● Work order:
All lines holding the word "junction" should be located in the records and copied.

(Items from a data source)
++++++++
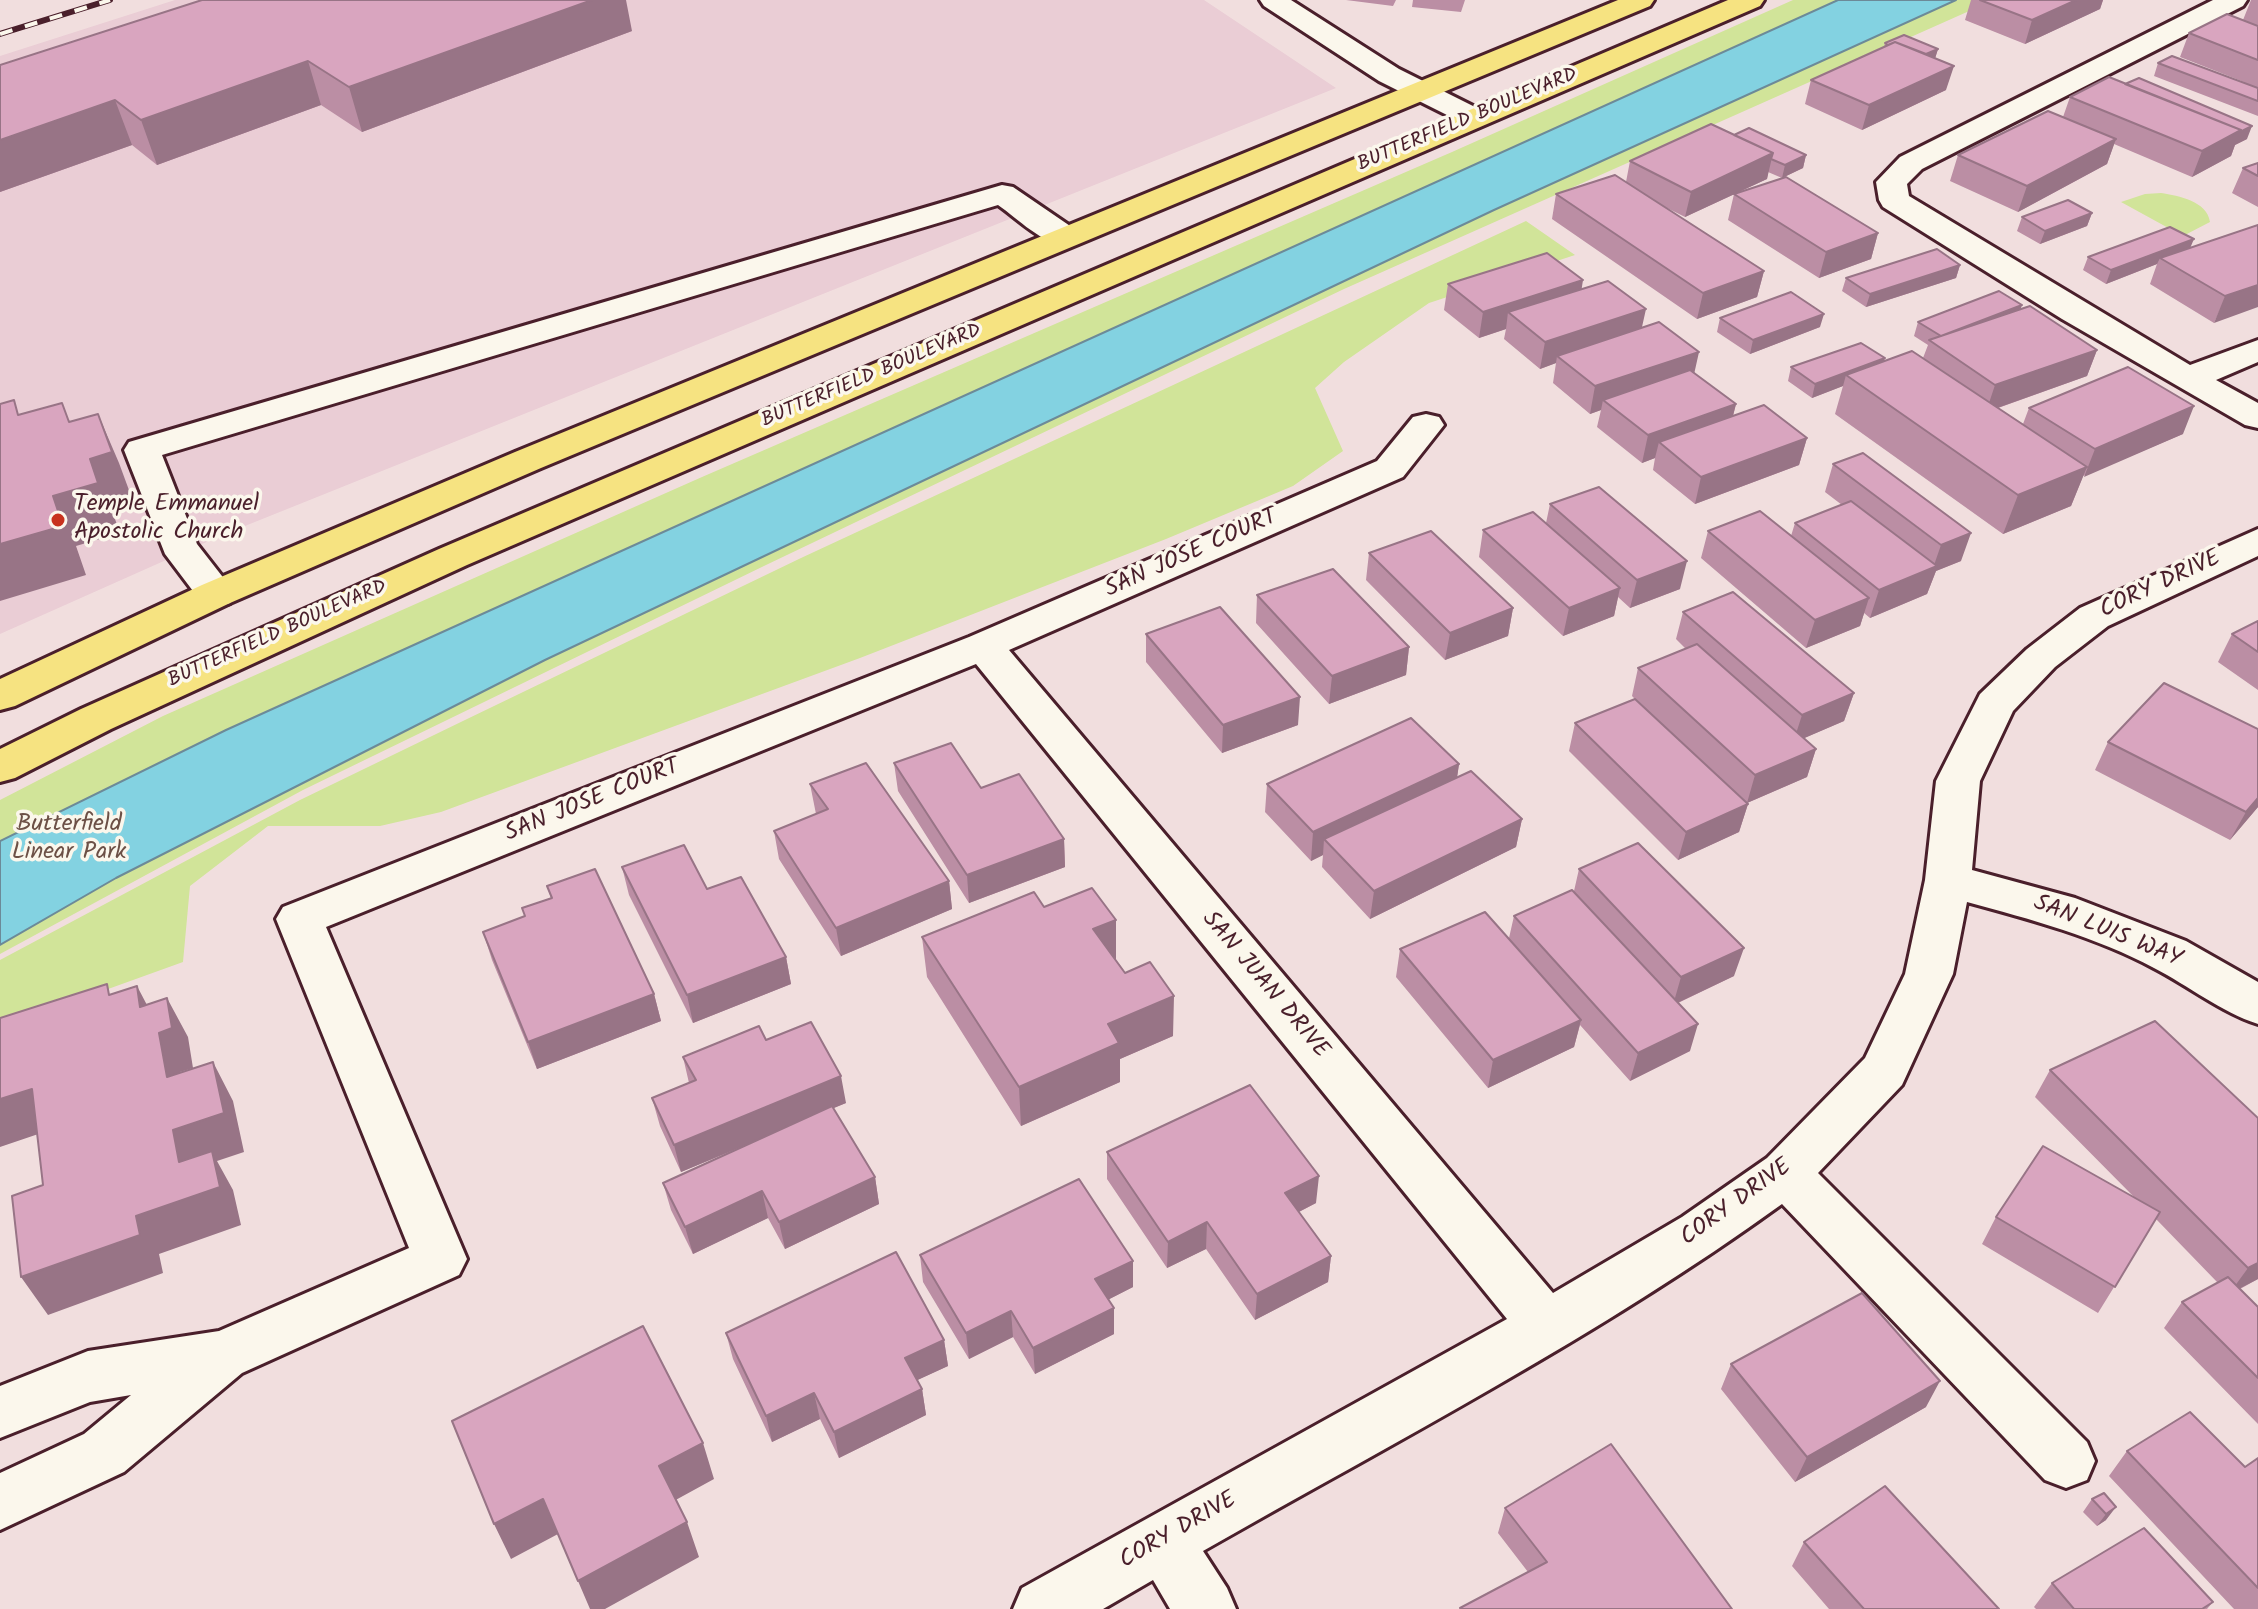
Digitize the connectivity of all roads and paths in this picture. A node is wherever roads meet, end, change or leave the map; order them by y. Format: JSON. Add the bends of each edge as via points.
{"nodes":[{"id":1,"x":1273,"y":0,"type":"edge"},
{"id":2,"x":1641,"y":0,"type":"edge"},
{"id":3,"x":1751,"y":0,"type":"edge"},
{"id":4,"x":2234,"y":0,"type":"edge"},
{"id":5,"x":1420,"y":91,"type":"junction"},
{"id":6,"x":1475,"y":118,"type":"junction"},
{"id":7,"x":1065,"y":237,"type":"junction"},
{"id":8,"x":2258,"y":350,"type":"edge"},
{"id":9,"x":2187,"y":379,"type":"junction"},
{"id":10,"x":2258,"y":417,"type":"edge"},
{"id":11,"x":1426,"y":425,"type":"dead end"},
{"id":12,"x":2258,"y":541,"type":"edge"},
{"id":13,"x":216,"y":594,"type":"junction"},
{"id":14,"x":983,"y":646,"type":"junction"},
{"id":15,"x":0,"y":696,"type":"edge"},
{"id":16,"x":0,"y":767,"type":"edge"},
{"id":17,"x":1948,"y":880,"type":"junction"},
{"id":18,"x":2258,"y":1005,"type":"edge"},
{"id":19,"x":1785,"y":1173,"type":"junction"},
{"id":20,"x":1546,"y":1326,"type":"junction"},
{"id":21,"x":224,"y":1355,"type":"junction"},
{"id":22,"x":0,"y":1412,"type":"edge"},
{"id":23,"x":2066,"y":1461,"type":"dead end"},
{"id":24,"x":0,"y":1502,"type":"edge"},
{"id":25,"x":1162,"y":1540,"type":"junction"},
{"id":26,"x":1044,"y":1609,"type":"edge"},
{"id":27,"x":1205,"y":1609,"type":"edge"}],
"edges":[{"from":1,"to":5,"type":"street"},
{"from":2,"to":5,"type":"main road","name":"BUTTERFIELD BOULEVARD"},
{"from":3,"to":6,"type":"main road","name":"BUTTERFIELD BOULEVARD"},
{"from":4,"to":9,"type":"street","via":[[1911,163],[1891,182],[1894,200]]},
{"from":5,"to":6,"type":"street"},
{"from":5,"to":7,"type":"main road","name":"BUTTERFIELD BOULEVARD"},
{"from":6,"to":16,"type":"main road","name":"BUTTERFIELD BOULEVARD","via":[[453,557]]},
{"from":7,"to":13,"type":"main road","name":"BUTTERFIELD BOULEVARD"},
{"from":7,"to":13,"type":"street","via":[[1002,194],[142,450],[179,546]]},
{"from":8,"to":9,"type":"street"},
{"from":9,"to":10,"type":"street"},
{"from":11,"to":14,"type":"street","name":"SAN JOSE COURT","via":[[1390,469]]},
{"from":12,"to":17,"type":"street","name":"CORY DRIVE","via":[[2094,617],[2041,658],[1995,704],[1958,781]]},
{"from":13,"to":15,"type":"main road","name":"BUTTERFIELD BOULEVARD"},
{"from":14,"to":20,"type":"street","name":"SAN JUAN DRIVE"},
{"from":14,"to":21,"type":"street","name":"SAN JOSE COURT","via":[[299,919],[440,1259]]},
{"from":17,"to":18,"type":"street","name":"SAN LUIS WAY","via":[[2059,910],[2169,954]]},
{"from":17,"to":19,"type":"street","name":"CORY DRIVE","via":[[1929,974],[1884,1071]]},
{"from":19,"to":20,"type":"street","name":"CORY DRIVE","via":[[1701,1233]]},
{"from":19,"to":23,"type":"street"},
{"from":20,"to":25,"type":"street","name":"CORY DRIVE"},
{"from":21,"to":22,"type":"street","name":"SAN JOSE COURT","via":[[88,1377]]},
{"from":21,"to":24,"type":"street","name":"SAN JOSE COURT","via":[[104,1453]]},
{"from":25,"to":26,"type":"street","name":"CORY DRIVE"},
{"from":25,"to":27,"type":"street"}]}
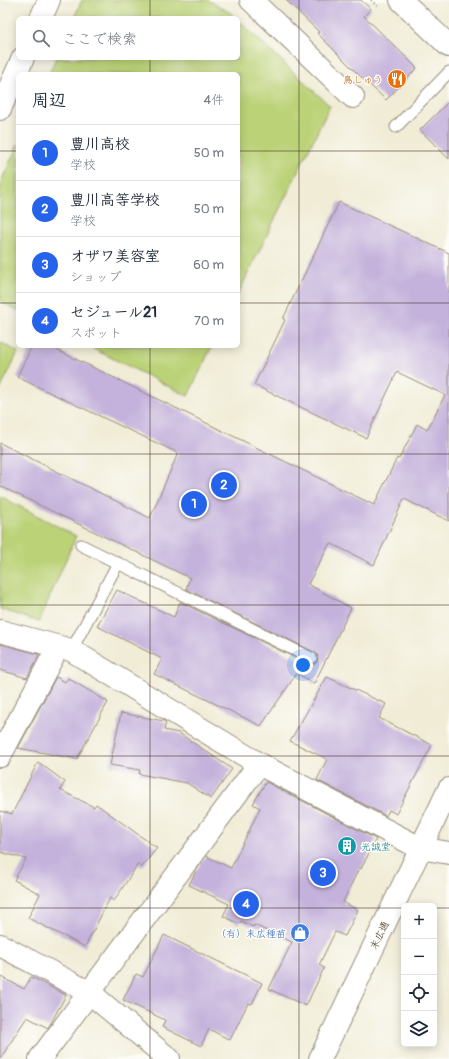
++++++++
● Solution below:
{"id":5,"x":1420,"y":91,"type":"junction"},
{"id":6,"x":1475,"y":118,"type":"junction"},
{"id":7,"x":1065,"y":237,"type":"junction"},
{"id":9,"x":2187,"y":379,"type":"junction"},
{"id":13,"x":216,"y":594,"type":"junction"},
{"id":14,"x":983,"y":646,"type":"junction"},
{"id":17,"x":1948,"y":880,"type":"junction"},
{"id":19,"x":1785,"y":1173,"type":"junction"},
{"id":20,"x":1546,"y":1326,"type":"junction"},
{"id":21,"x":224,"y":1355,"type":"junction"},
{"id":25,"x":1162,"y":1540,"type":"junction"},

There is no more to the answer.